Microphone input is never passed through to the game, even in games reported elsewhere as having microphone support in Proton.

A sample of games tested, alpha order:

I was unable to get microphone input in any of these games (with one caveat for Day of Infamy below), although the microphone interface itself was detected in all of them.

As a control, I tested adding the Windows version of Audacity as a Non-Steam Game and forcing Proton (Experimental, 7.0-6, other versions) as a compatibility tool using the same steps above (set input device in winecfg, etc.), then launched it and selected the microphone interface within Audacity and recorded a sound sample and played it back. This DID capture audio despite the application running inside Proton.

My initial surmises were that there are additional layers of middleware present in games, whereas Audacity captured the raw microphone input. However, two other interesting data points follow:

  1. Day of Infamy uses the Source engine and reverts to default Source menus under the hood for some options. When opening the microphone configuration through Day of Infamy's reskinned settings frontend, it triggers a vanilla Source dialog for microphone test/input selection, the same seen in games like Half-Life and Counter-Strike 1.6. Within this menu, the interface was also detected and selectable, and the microphone test DID capture sound. However, this did not carry over once within the game.
  2. Treason uses the Source engine and does not reskin the menus, using them by default. When setting voice options, it opens the same menu as item 1 above, but in this case, the microphone interface was detected, but audio was not captured by the microphone test.

Even allowing for different audio capture middleware (some games use, e.g., Vivox), the sample size of games tested is quite large, yet I was unable to get it working in any of them, except for the Audacity control test. I would like to know what is the missing step here or what can be done to extend support, since for all intents and purposes the interface and the audio do seem to be reaching inside the Wine prefix.

My last guess here would be that this is adjacent to https://github.com/ValveSoftware/steam-runtime/issues/344, insofar as Proton runs in a container, and that the dmix/dsnoop plugins maybe cannot penetrate the container correctly, so if you advise testing with a stripped-down .asoundrc, I can do that as well.

However, I maintain that, per the tests above, the interface and audio are reaching most, if not all games, already. And needless to say, audio playback itself works fine in every game despite this configuration.
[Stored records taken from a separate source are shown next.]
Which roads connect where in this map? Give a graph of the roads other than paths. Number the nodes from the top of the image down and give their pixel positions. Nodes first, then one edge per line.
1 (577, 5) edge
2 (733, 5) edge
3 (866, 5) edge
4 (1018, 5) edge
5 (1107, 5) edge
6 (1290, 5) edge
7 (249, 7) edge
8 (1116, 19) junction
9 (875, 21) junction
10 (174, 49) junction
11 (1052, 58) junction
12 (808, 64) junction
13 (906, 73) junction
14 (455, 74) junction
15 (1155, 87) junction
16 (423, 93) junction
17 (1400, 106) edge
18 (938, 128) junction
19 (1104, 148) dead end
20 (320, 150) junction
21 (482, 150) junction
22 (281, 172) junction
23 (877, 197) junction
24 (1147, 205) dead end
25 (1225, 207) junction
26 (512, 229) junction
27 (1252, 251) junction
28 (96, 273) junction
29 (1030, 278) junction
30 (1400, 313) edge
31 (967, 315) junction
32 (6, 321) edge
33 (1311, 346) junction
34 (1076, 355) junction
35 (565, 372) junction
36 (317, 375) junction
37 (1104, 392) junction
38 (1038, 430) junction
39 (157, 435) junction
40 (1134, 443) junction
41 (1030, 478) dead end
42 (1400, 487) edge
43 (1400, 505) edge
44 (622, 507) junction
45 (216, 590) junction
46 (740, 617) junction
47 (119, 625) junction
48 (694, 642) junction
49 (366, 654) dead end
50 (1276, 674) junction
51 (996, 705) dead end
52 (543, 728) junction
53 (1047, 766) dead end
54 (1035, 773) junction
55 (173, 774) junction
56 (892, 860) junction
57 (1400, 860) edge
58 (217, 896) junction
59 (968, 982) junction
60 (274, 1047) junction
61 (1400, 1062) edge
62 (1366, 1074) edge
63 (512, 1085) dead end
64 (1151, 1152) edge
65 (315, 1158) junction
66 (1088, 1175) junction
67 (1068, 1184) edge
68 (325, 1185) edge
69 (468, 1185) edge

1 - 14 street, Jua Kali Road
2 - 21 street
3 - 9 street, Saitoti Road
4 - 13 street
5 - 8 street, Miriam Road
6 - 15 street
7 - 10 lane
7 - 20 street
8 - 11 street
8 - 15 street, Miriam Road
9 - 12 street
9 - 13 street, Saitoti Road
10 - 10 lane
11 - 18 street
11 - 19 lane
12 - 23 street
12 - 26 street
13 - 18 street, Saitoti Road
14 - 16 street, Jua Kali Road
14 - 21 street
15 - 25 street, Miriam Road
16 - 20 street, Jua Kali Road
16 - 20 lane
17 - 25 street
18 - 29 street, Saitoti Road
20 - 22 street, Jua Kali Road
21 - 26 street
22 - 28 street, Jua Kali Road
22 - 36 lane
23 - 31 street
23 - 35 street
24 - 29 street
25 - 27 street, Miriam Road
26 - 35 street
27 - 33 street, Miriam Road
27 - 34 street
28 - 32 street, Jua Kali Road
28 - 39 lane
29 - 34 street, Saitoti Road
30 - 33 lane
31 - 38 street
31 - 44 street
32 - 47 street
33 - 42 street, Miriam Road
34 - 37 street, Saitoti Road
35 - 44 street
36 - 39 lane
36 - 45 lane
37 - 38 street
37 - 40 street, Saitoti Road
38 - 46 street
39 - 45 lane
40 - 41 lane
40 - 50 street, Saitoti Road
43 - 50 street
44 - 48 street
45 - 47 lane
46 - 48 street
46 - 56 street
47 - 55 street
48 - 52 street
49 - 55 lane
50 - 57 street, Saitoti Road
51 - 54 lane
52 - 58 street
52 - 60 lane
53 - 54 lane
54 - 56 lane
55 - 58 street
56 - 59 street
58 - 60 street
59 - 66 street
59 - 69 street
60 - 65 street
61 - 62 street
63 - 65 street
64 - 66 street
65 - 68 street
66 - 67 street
kisak-valve commented 1 year ago

Hello @aclist, as a basic test, do any of these games behave as you expected with Proton 5.0?

aclist commented 1 year ago

Thanks for your reply.

Using Proton 5.0 will probably limit the test surface a lot due to the fact that some games simply don't run. However, perhaps we can get a baseline by finding a game that definitively runs with Proton 5.0 up through current and which definitively works with microphone on other systems/PulseAudio. Day of Infamy seems like a good candidate.

A summary of the same games with 5.0:

As another data point, it seems the initial "control" test was flawed. I tried Audacity as a Non-Steam Game run through Proton again, this time without changing winecfg or explicitly setting the microphone interface at all, and it detected all audio I/O on the system despite using the Windows version. Once selecting the right I/O inside of Audacity, you can record and playback audio. It seems Audacity can probe all ALSA devices already when they are exposed by Wine, the main difference being that it lets the user select each I/O inside the app.

So this brings us to two scenarios:

  1. The application probes all devices exposed by Wine and lets you granularly select the I/O you need. Day of Infamy actually seems to fall into this category, as the Source audio settings dialog scans all of the cards and their addresses and shows them in a list for you to select. In theory, this is a strong candidate for getting voice input into the game; I just need to test it again on different Proton versions in-game with someone to confirm that the audio is going through. In my last test on bleeding-edge Proton, though, I was not audible in-game.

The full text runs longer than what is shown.